I agree that it looks like over-engineering in this case. I found an issue numpy/numpy#5164 about it, but it seems it was ignored.

I was thinking more of just writing it out explicitly where needed.

But since it works the way it is right now, in the interest of terminating this PR, I think we should leave it the way it is.

We agreed on removing it that day, if I recall correctly.

kshmelkov · 2015-04-02T15:07:38Z

I have removed that debatable function.

arjoly · 2015-04-02T15:41:14Z

sklearn/metrics/regression.py

+
+
+def r2_score(y_true, y_pred,
+             output_weights='uniform',


This is regression compared to the previous behavior.

Sorry, what do you mean exactly?

Regression with respect to the single target behavior or regression with respect to a previous version of this PR?

It's a regression with respect to the current (master) behavior of r2_score.

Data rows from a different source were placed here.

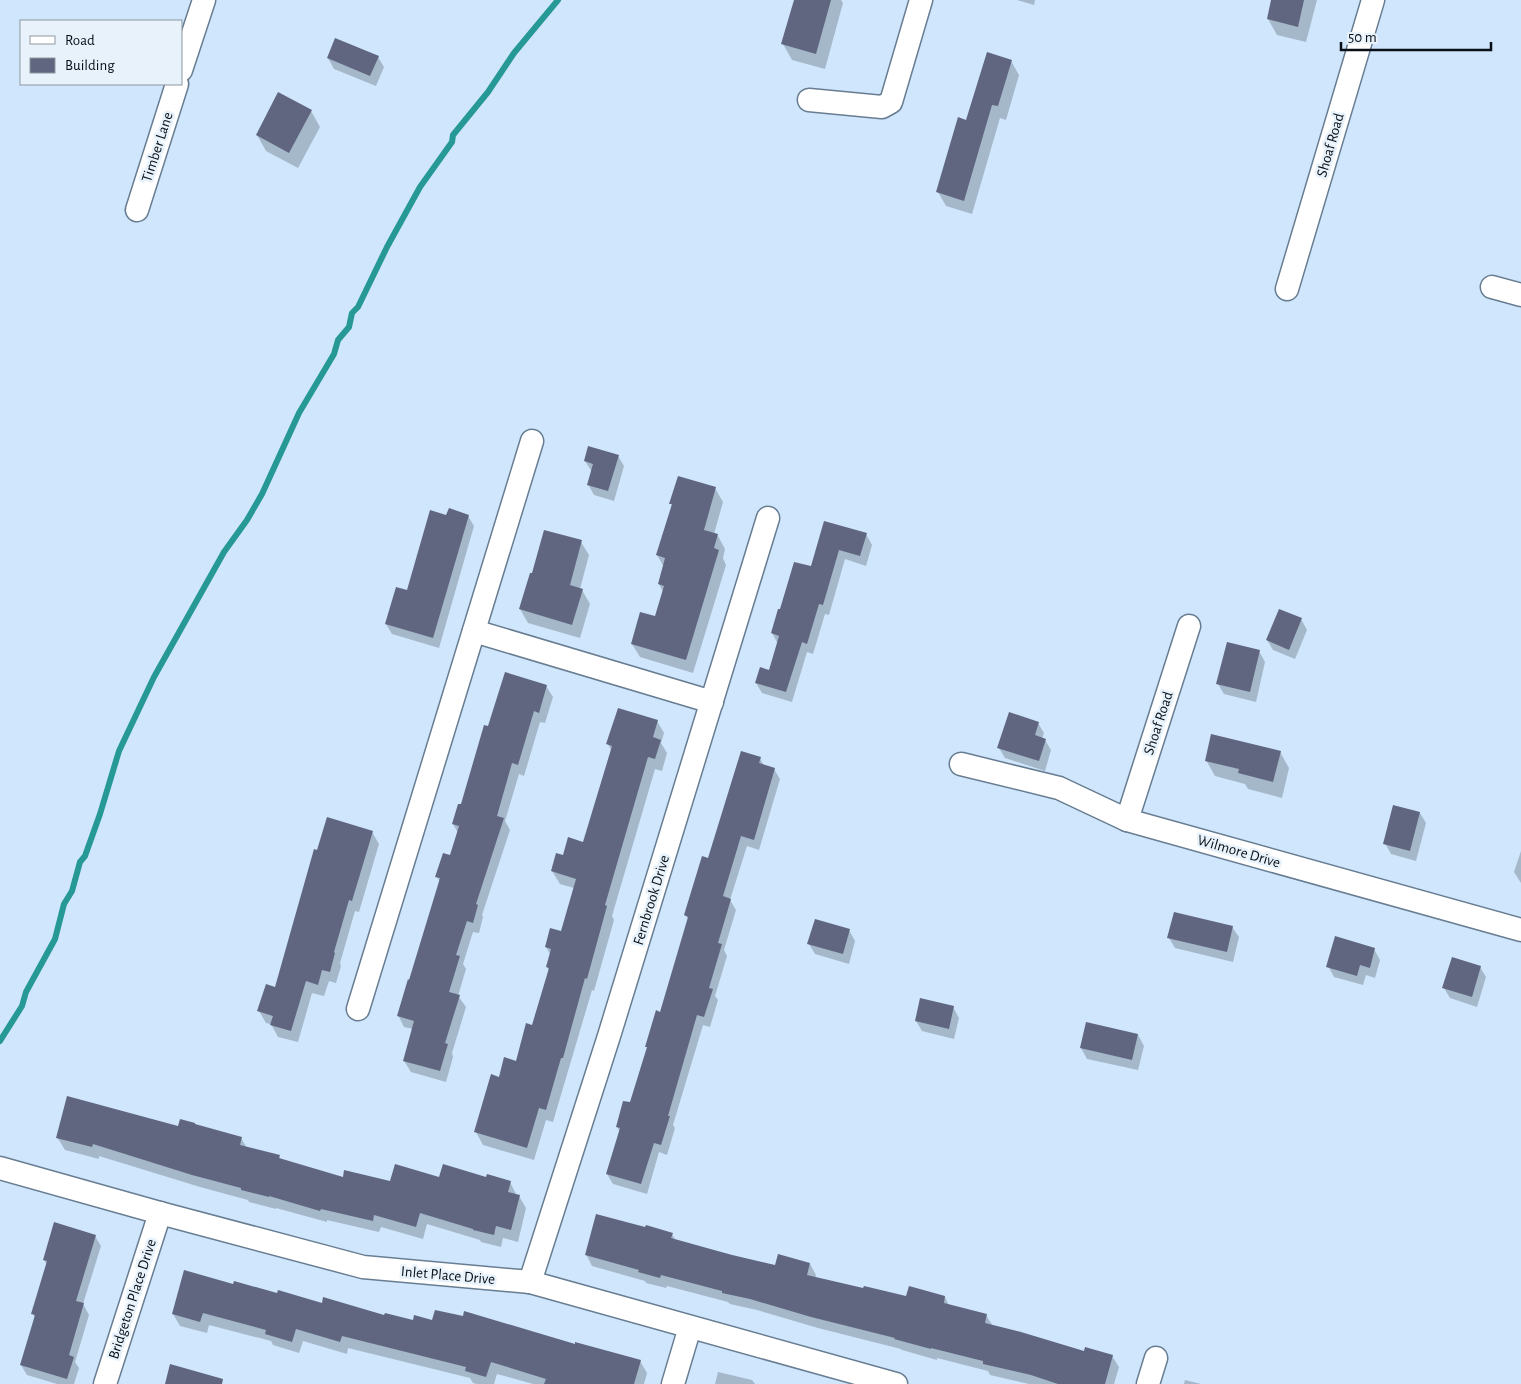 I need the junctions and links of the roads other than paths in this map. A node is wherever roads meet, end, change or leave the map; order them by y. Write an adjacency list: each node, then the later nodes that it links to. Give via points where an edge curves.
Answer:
1 (204, 0): 4 (street)
2 (922, 0): 6 (street, via 891,102 882,107)
3 (1373, 0): 9 (street, Shoaf Road)
4 (182, 67)
5 (177, 85): 7 (street, Timber Lane)
6 (809, 100)
7 (137, 210)
8 (1492, 287): 10 (street)
9 (1287, 289)
10 (1521, 295)
11 (532, 441): 14 (street)
12 (768, 518): 15 (street, Fernbrook Drive)
13 (1189, 626): 17 (street, Shoaf Road)
14 (474, 631): 15 (street); 19 (street)
15 (712, 702): 22 (street, Fernbrook Drive)
16 (961, 764): 17 (street, Wilmore Drive, via 1059,788)
17 (1127, 820): 18 (street, Wilmore Drive)
18 (1521, 930)
19 (358, 1009)
20 (0, 1168): 21 (street, Inlet Place Drive)
21 (160, 1213): 22 (street, Inlet Place Drive, via 363,1267); 25 (street, Bridgeton Place Drive)
22 (530, 1282): 23 (street, Inlet Place Drive)
23 (690, 1327): 26 (street); 27 (street, Inlet Place Drive)
24 (1156, 1358): 28 (street)
25 (105, 1384)
26 (673, 1384)
27 (896, 1384)
28 (1148, 1384) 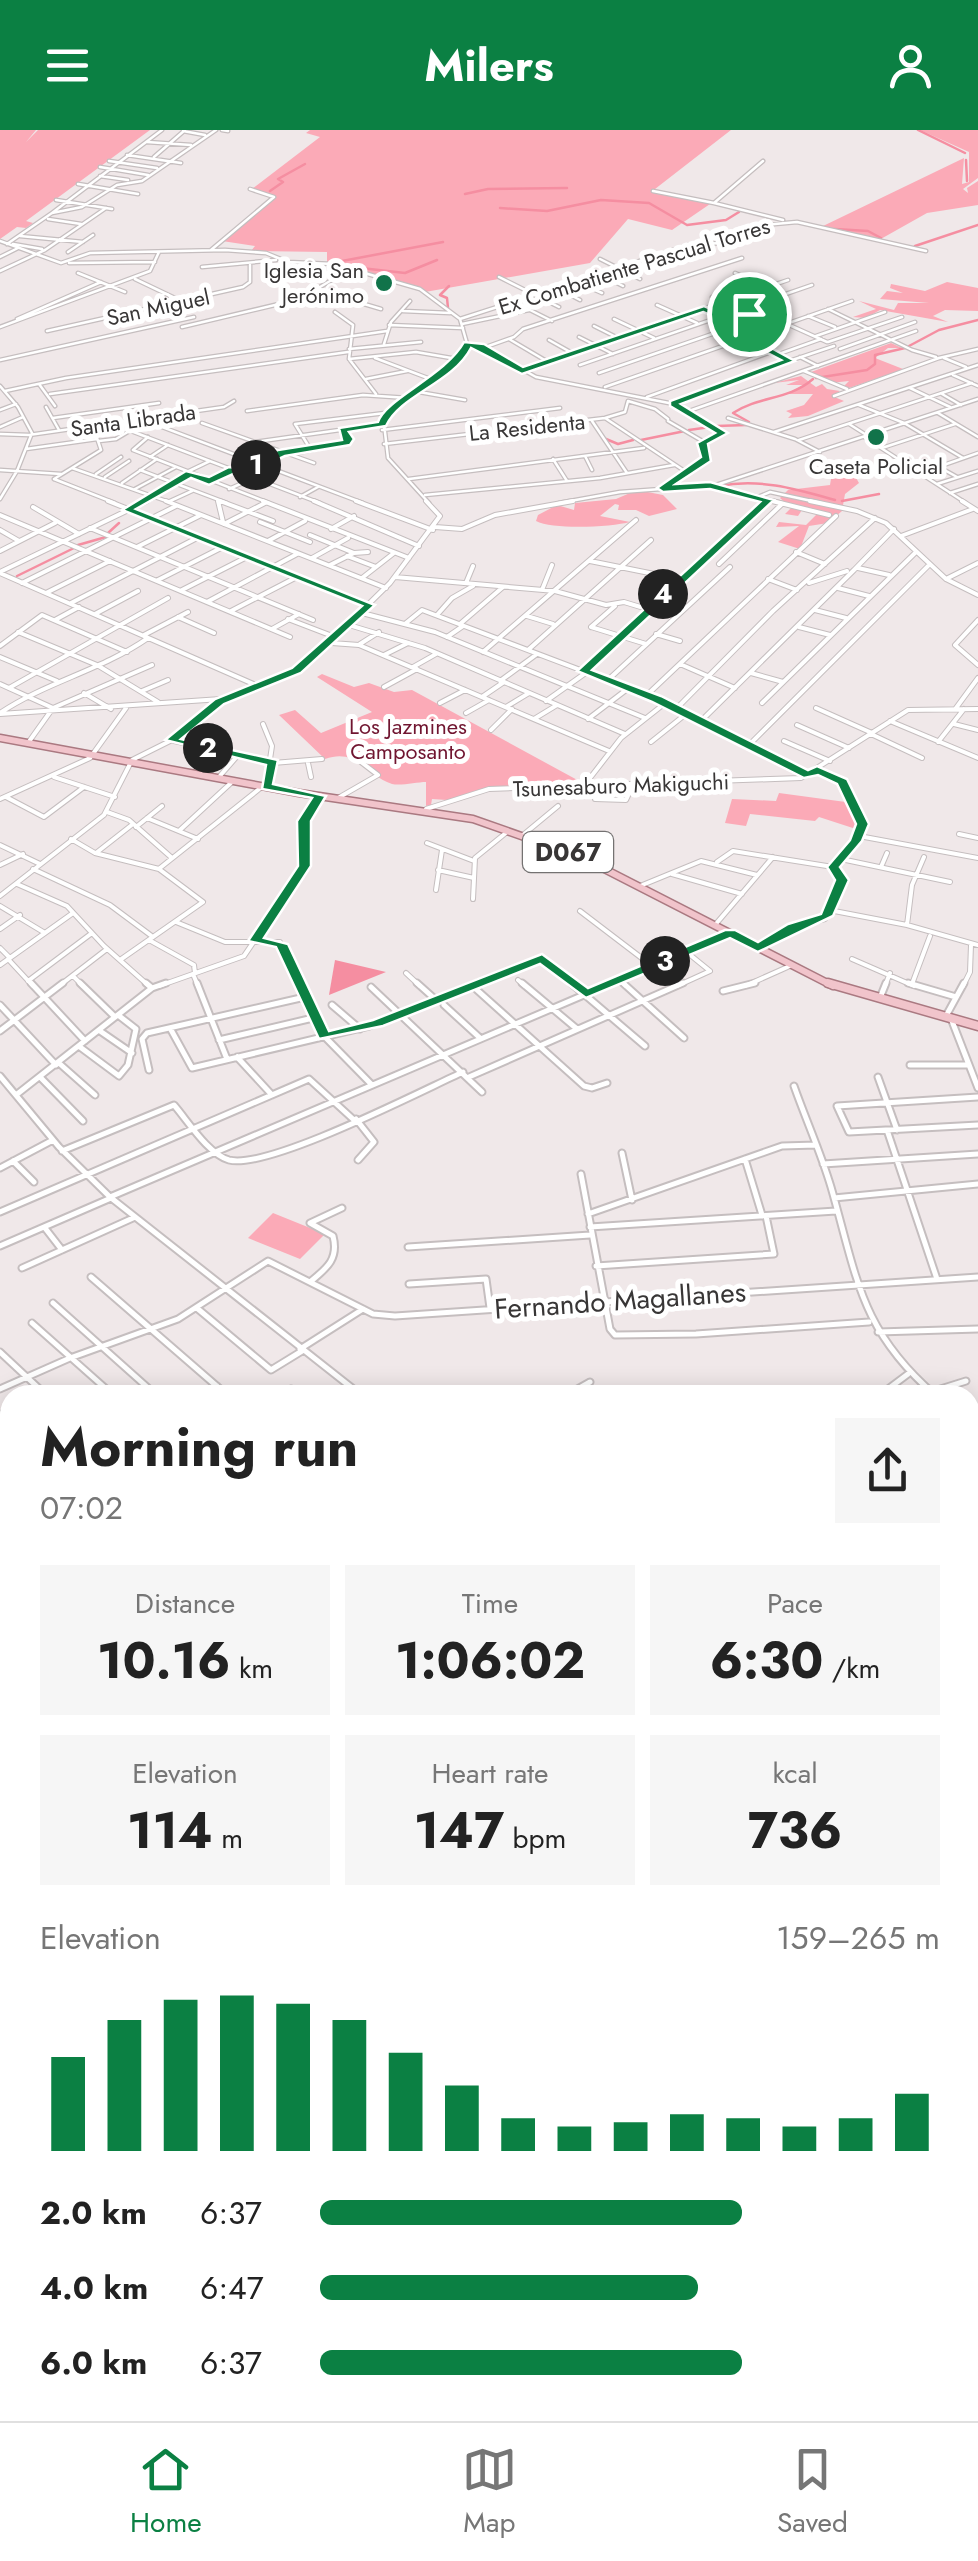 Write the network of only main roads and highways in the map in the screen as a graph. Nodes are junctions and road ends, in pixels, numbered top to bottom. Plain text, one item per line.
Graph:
1 (0, 738) edge
2 (978, 1026) edge

1 - 2 main road, D067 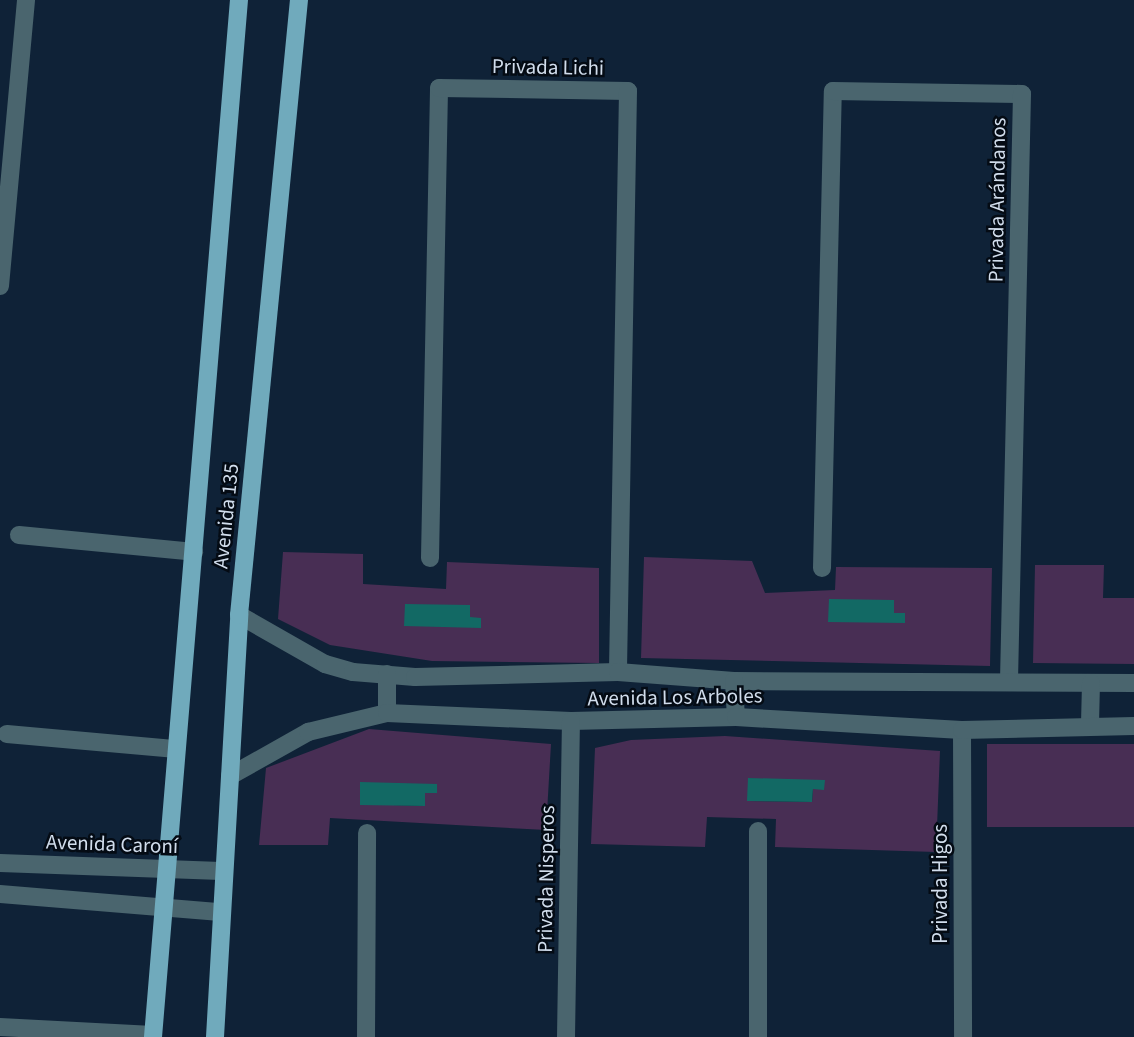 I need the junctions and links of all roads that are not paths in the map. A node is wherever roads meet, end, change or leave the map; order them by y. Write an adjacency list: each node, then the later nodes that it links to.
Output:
1 (26, 0): 4 (street)
2 (239, 0): 7 (main road, Avenida 135)
3 (299, 0): 10 (main road, Avenida 135)
4 (6, 151): 5 (street)
5 (0, 286)
6 (19, 535): 7 (street)
7 (194, 552): 24 (main road, Avenida 135)
8 (430, 558): 11 (street, Privada Lichi)
9 (822, 568): 13 (street, Privada Arándanos)
10 (239, 615): 12 (street, Avenida Los Arboles); 25 (main road, Avenida 135)
11 (618, 672): 12 (street, Avenida Los Arboles); 14 (street, Avenida Los Arboles)
12 (387, 674): 17 (street)
13 (1009, 680): 14 (street, Avenida Los Arboles); 15 (street, Avenida Los Arboles)
14 (734, 681): 18 (street)
15 (1091, 682): 16 (street, Avenida Los Arboles); 20 (street)
16 (1134, 683)
17 (387, 713): 19 (street, Avenida Los Arboles); 25 (street, Avenida Los Arboles)
18 (736, 717): 19 (street, Avenida Los Arboles); 22 (street, Avenida Los Arboles)
19 (571, 721): 38 (street, Privada Nisperos)
20 (1090, 724): 21 (street, Avenida Los Arboles); 22 (street, Avenida Los Arboles)
21 (1134, 726)
22 (962, 730): 40 (street, Privada Higos)
23 (7, 734): 24 (street)
24 (176, 749): 29 (main road, Avenida 135)
25 (230, 776): 30 (main road, Avenida 135)
26 (758, 831): 39 (street)
27 (367, 833): 37 (street)
28 (0, 863): 29 (street, Avenida Caroní)
29 (165, 868): 30 (street, Avenida Caroní); 32 (main road, Avenida 135)
30 (221, 871): 33 (main road, Avenida 135)
31 (0, 894): 32 (street)
32 (162, 908): 33 (street); 35 (main road, Avenida 135)
33 (220, 912): 36 (main road, Avenida 135)
34 (0, 1027): 35 (street)
35 (153, 1036)
36 (215, 1037)
37 (366, 1037)
38 (566, 1037)
39 (758, 1037)
40 (963, 1037)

I was convinced that the result of the discussions in the last PRs and at the scikit-learn sprint last summer in Paris was that the sane default behavior of agglomerating r2 scores was by averaging the scaled variances. The way it is in current master was add as the keyword output_weights="variance" for those who understand what its consequences are and who need it (scores being weighted by the variances of the target variables, ie dependent on their scale/unit).

I find individual too misleading. collapse_output? scores_map? multioutput_averaging?

Sorry, I meant output_weights='individual' as a replacement for output_weights=None. Also, as Gaël says lower down output_weights -> multioutput_weight

Then I suggest an option multioutput with values raw_scores (currently None behavior), uniform_average, variance_weighted. In this case default None will raise deprecation warning and fallback to variance_weighted. Is it OK for everybody?

Then I suggest an option multioutput with values raw_scores (currently None behavior), uniform_average, variance_weighted. In this case default None will raise deprecation warning and fallback to variance_weighted. Is it OK for everybody?

I like these names.

kshmelkov · 2015-04-03T16:42:05Z

I have done a refactoring. But I can't understand what is the hell with travis.

eickenberg · 2015-04-04T10:51:03Z

Thanks. The Travis failure is indeed weird, since it didn't even start the tests (the one config that runs has all tests passing). I don't know if it is possible to ask it to try again on this commit. But what you can always do is add another commit, correcting some minor issues, such as PEP8 violations.

Another helpful thing would be to bring the docstrings into a more standard form, i.e.

array-like of shape = [n_samples] or [n_samples, n_outputs]

should become

array-like of shape (n_samples,) or (n_samples, n_outputs)

coveralls · 2015-04-05T19:30:09Z

Coverage increased (+0.04%) to 95.16% when pulling 22d2741 on kshmelkov:rebase_pr_3474 into 6e54079 on scikit-learn:master.

kshmelkov · 2015-04-05T22:14:05Z

Well, I think it's done.

eickenberg · 2015-04-06T09:52:14Z

This looks good to me now.

I am assuming that even if 1.0 is possibly on the horizon after 0.17, it is still OK to assume 0.18 in the deprecation message. That can always be changed when this becomes clear.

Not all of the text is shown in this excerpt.